On Monday, Israeli President Moshe Katsav informally invited Saudi Crown Prince Abdullah to Jerusalem to detail the Saudi proposal. Katsav also said he would go to Riyadh if invited.

``An exchange of visits _ if it takes place _ will only occur to solidify agreements that had been signed and not at the start of an initiative that the Israelis have yet to take a clear and specific stand on,'' the state-controlled Al Watan wrote.

In new fighting Tuesday, three Palestinian civilians were wounded by Israeli tank and machine gun fire toward their homes in the Rafah refugee camp, doctors said. An 18-year-old was seriously wounded, and a 15-month-old girl and her 25-year-old mother were hurt by shrapnel, doctors at Rafah's hospital said. Witnesses said soldiers fired seven tank shells and also aimed machine gun fire at the camp.
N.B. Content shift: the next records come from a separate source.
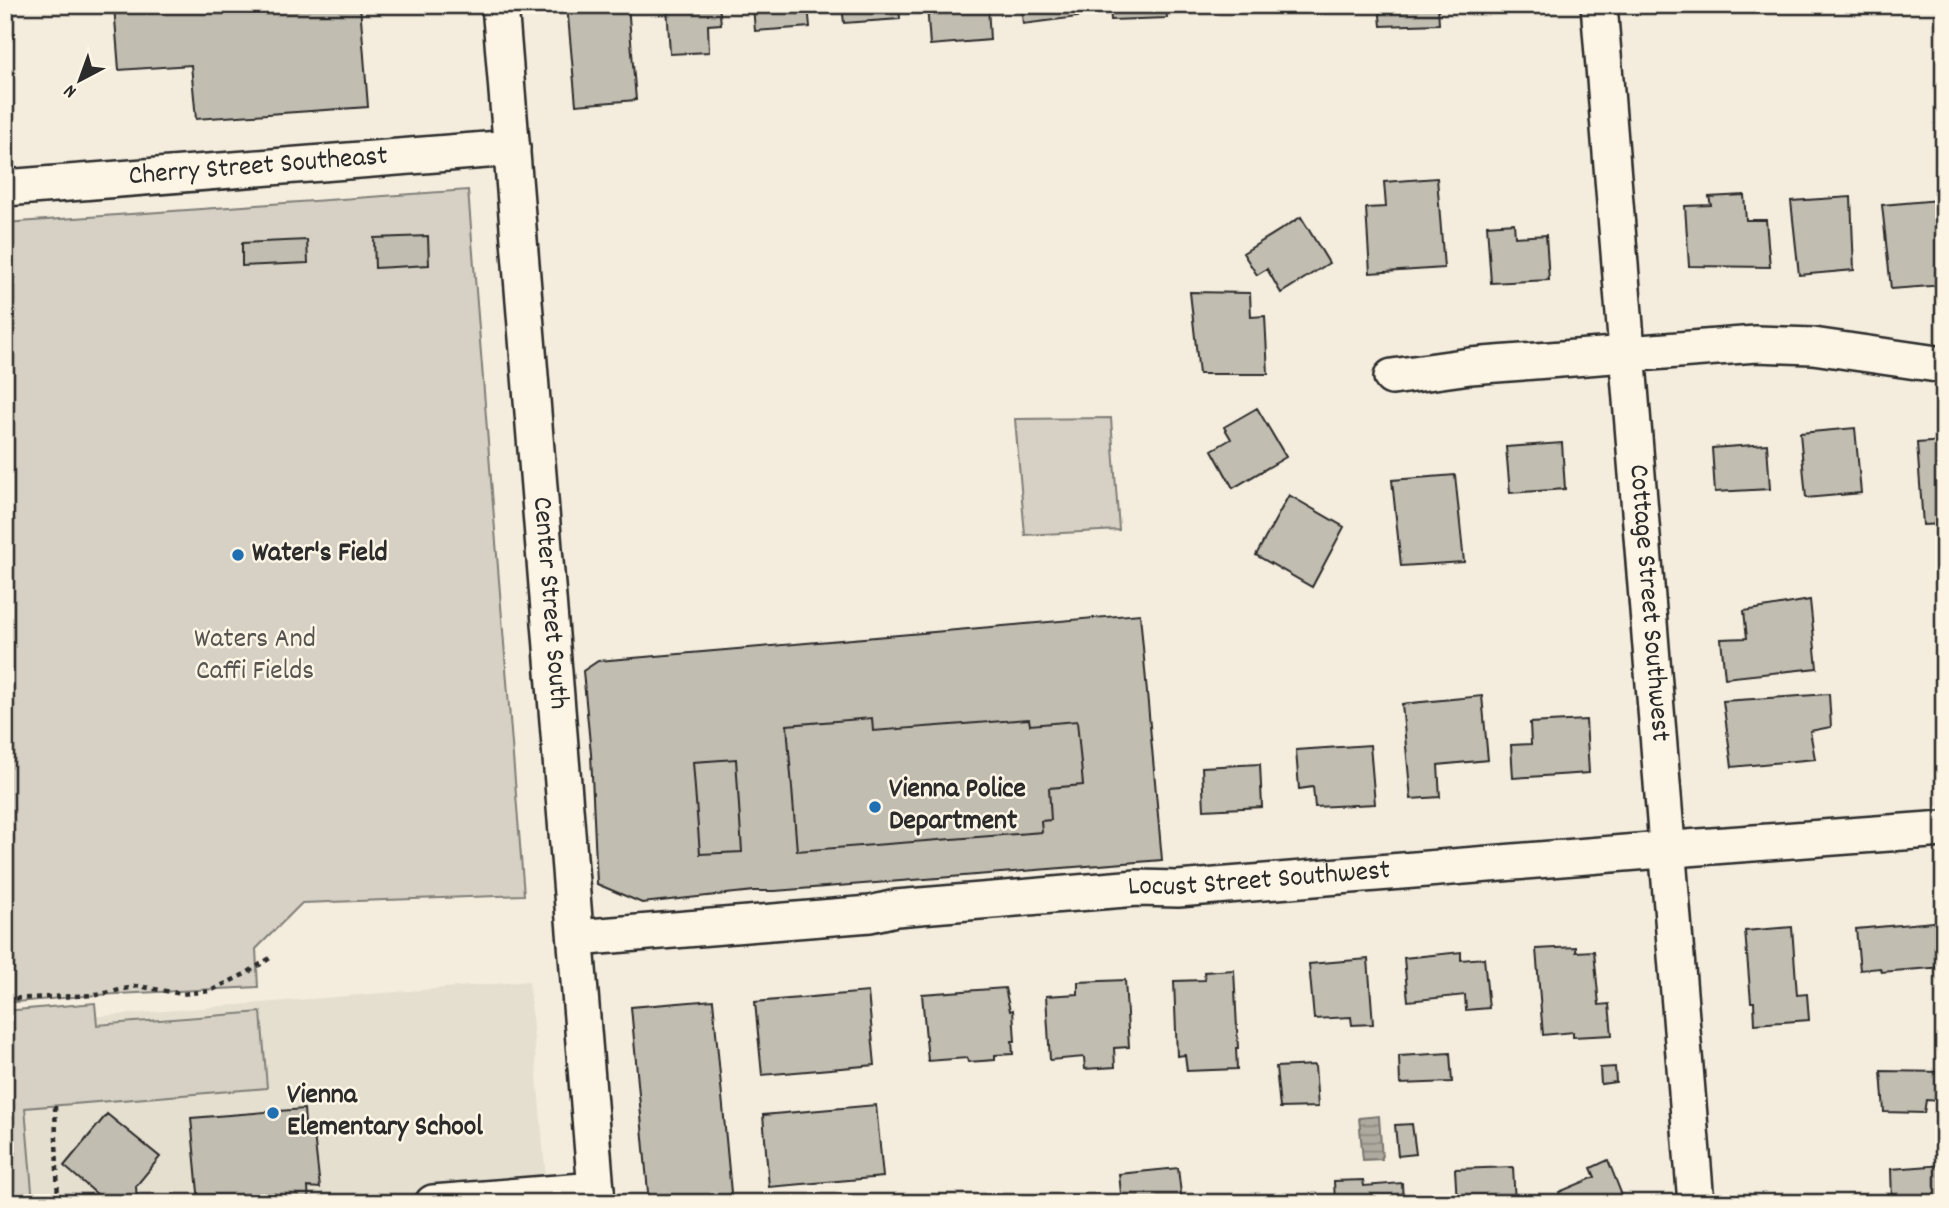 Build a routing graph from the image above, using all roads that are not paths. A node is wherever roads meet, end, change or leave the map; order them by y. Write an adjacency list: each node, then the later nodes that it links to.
1 (500, 5): 3 (street, Center Street South)
2 (1599, 5): 5 (street, Cottage Street Southwest)
3 (512, 148): 4 (street, Cherry Street Southeast); 10 (street, Center Street South)
4 (5, 188)
5 (1628, 354): 6 (street); 7 (street); 9 (street, Cottage Street Southwest)
6 (1944, 365)
7 (1392, 377)
8 (1944, 829): 9 (street, Locust Street Southwest)
9 (1667, 851): 10 (street, Locust Street Southwest); 13 (street, Cottage Street Southwest)
10 (576, 938): 11 (street, Center Street South)
11 (596, 1196): 12 (street)
12 (433, 1203)
13 (1696, 1203) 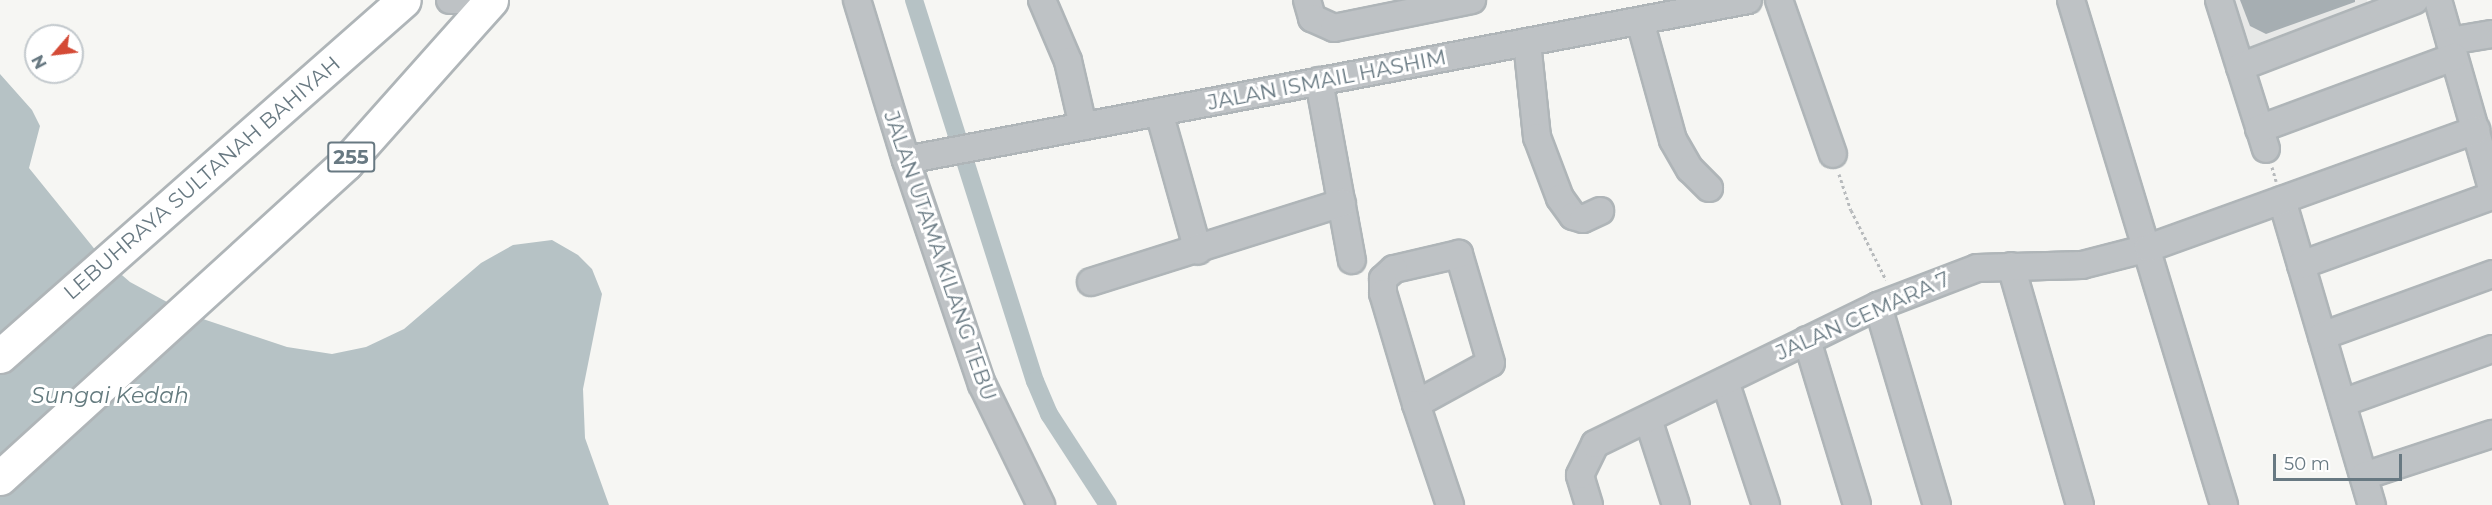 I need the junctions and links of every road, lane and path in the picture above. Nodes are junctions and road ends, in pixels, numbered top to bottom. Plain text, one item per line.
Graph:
1 (404, 0) edge
2 (450, 0) edge
3 (461, 0) edge
4 (491, 0) edge
5 (857, 0) edge
6 (1042, 0) edge
7 (1306, 0) edge
8 (1472, 0) edge
9 (1748, 0) edge
10 (1779, 0) edge
11 (2071, 0) edge
12 (2219, 0) edge
13 (2415, 0) edge
14 (2438, 0) edge
15 (1446, 3) edge
16 (1640, 21) junction
17 (2492, 34) edge
18 (1527, 42) junction
19 (2452, 49) junction
20 (2240, 67) junction
21 (1319, 81) junction
22 (1159, 112) junction
23 (2479, 116) edge
24 (1083, 126) junction
25 (2263, 139) junction
26 (1833, 154) joint
27 (906, 160) junction
28 (2491, 182) edge
29 (1708, 188) dead end
30 (2282, 200) junction
31 (1342, 203) junction
32 (1600, 211) dead end
33 (2148, 248) junction
34 (1198, 251) junction
35 (1352, 260) dead end
36 (2301, 265) junction
37 (2011, 266) junction
38 (2492, 274) edge
39 (1091, 282) dead end
40 (1878, 306) junction
41 (2322, 336) junction
42 (1807, 340) junction
43 (2492, 349) edge
44 (0, 357) edge
45 (1725, 381) junction
46 (2342, 403) junction
47 (1416, 404) junction
48 (1648, 419) junction
49 (2492, 434) edge
50 (2364, 476) junction
51 (0, 478) edge
52 (1041, 505) edge
53 (1450, 505) edge
54 (1589, 505) edge
55 (1676, 505) edge
56 (1766, 505) edge
57 (1857, 505) edge
58 (1937, 505) edge
59 (2080, 505) edge
60 (2224, 505) edge
61 (2372, 505) edge

1 - 44 main road, LEBUHRAYA SULTANAH BAHIYAH
2 - 3 street
4 - 51 main road, 255
5 - 27 street, JALAN UTAMA KILANG TEBU
6 - 24 street
7 - 15 street
8 - 15 street
9 - 16 street, JALAN ISMAIL HASHIM
10 - 26 street
11 - 33 street
12 - 20 street
13 - 20 street
14 - 19 street
16 - 18 street, JALAN ISMAIL HASHIM
16 - 29 street
17 - 19 street
18 - 21 street, JALAN ISMAIL HASHIM
18 - 32 street
19 - 23 street
19 - 25 street
20 - 25 street
21 - 22 street, JALAN ISMAIL HASHIM
21 - 31 street
22 - 24 street, JALAN ISMAIL HASHIM
22 - 34 street
23 - 28 street
23 - 30 street, JALAN CEMARA 7
24 - 27 street, JALAN ISMAIL HASHIM
25 - 30 path
26 - 40 path
27 - 52 street, JALAN UTAMA KILANG TEBU
28 - 36 street
30 - 33 street, JALAN CEMARA 7
30 - 36 street
31 - 34 street
31 - 35 street
33 - 37 street, JALAN CEMARA 7
33 - 60 street
34 - 39 street
36 - 41 street
37 - 40 street, JALAN CEMARA 7
37 - 59 street
38 - 41 street
40 - 42 street, JALAN CEMARA 7
40 - 58 street
41 - 46 street
42 - 45 street, JALAN CEMARA 7
42 - 57 street
43 - 46 street
45 - 48 street, JALAN CEMARA 7
45 - 56 street
46 - 50 street
47 - 47 street
47 - 53 street
48 - 54 street, JALAN CEMARA 7
48 - 55 street
49 - 50 street
50 - 61 street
The Israeli military said shots were fired at a nearby Israeli army post, and that troops returned fire.

On Monday, Palestinian gunmen, striking two hours apart, killed two Israeli motorists near a Jewish settlement in the West Bank and wounded eight at a bus stop in a Jewish neighborhood in east Jerusalem, the sector claimed by the Palestinians as a future capital. A policewoman wounded in the bus stop attack died of her injuries Tuesday.

Earlier, Israeli soldiers killed two Palestinians at West Bank roadblocks, one a 16-year-old girl who tried to stab soldiers, according to the military, and the other, a husband rushing his wife to a hospital to give birth.

The Al Aqsa Brigades, a militia linked to Arafat's Fatah movement, claimed responsibility for the two shooting attacks.